# What the task requires
In the listing below, every line with the word "thumb" needs to be copied.

····················

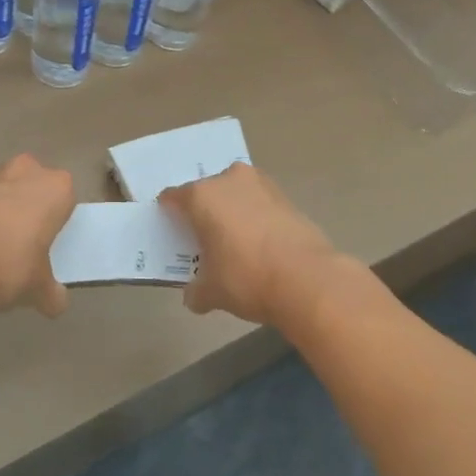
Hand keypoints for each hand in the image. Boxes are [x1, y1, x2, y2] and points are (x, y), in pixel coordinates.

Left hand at [0, 154, 74, 315]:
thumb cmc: (10, 264)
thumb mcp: (39, 288)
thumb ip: (52, 292)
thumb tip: (57, 303)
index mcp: (56, 187)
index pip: (64, 200)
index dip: (56, 222)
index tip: (47, 244)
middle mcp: (26, 170)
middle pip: (32, 187)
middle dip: (27, 208)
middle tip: (22, 243)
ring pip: (2, 190)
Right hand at [161, 163, 343, 326]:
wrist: (307, 278)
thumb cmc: (247, 278)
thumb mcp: (212, 292)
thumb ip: (196, 291)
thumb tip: (193, 296)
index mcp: (202, 196)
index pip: (174, 197)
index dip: (169, 213)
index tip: (170, 230)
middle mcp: (229, 180)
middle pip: (206, 190)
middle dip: (203, 210)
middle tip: (202, 237)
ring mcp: (261, 184)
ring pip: (236, 192)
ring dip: (232, 210)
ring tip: (233, 240)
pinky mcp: (285, 196)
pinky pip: (259, 202)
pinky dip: (255, 217)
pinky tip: (258, 242)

····················

# Result of this task
thumb cmc: (10, 264)
thumb mcp: (39, 288)
thumb ip: (52, 292)
thumb tip: (57, 303)
thumb cmc: (247, 278)
thumb mcp: (212, 292)
thumb ip: (196, 291)
thumb tip: (193, 296)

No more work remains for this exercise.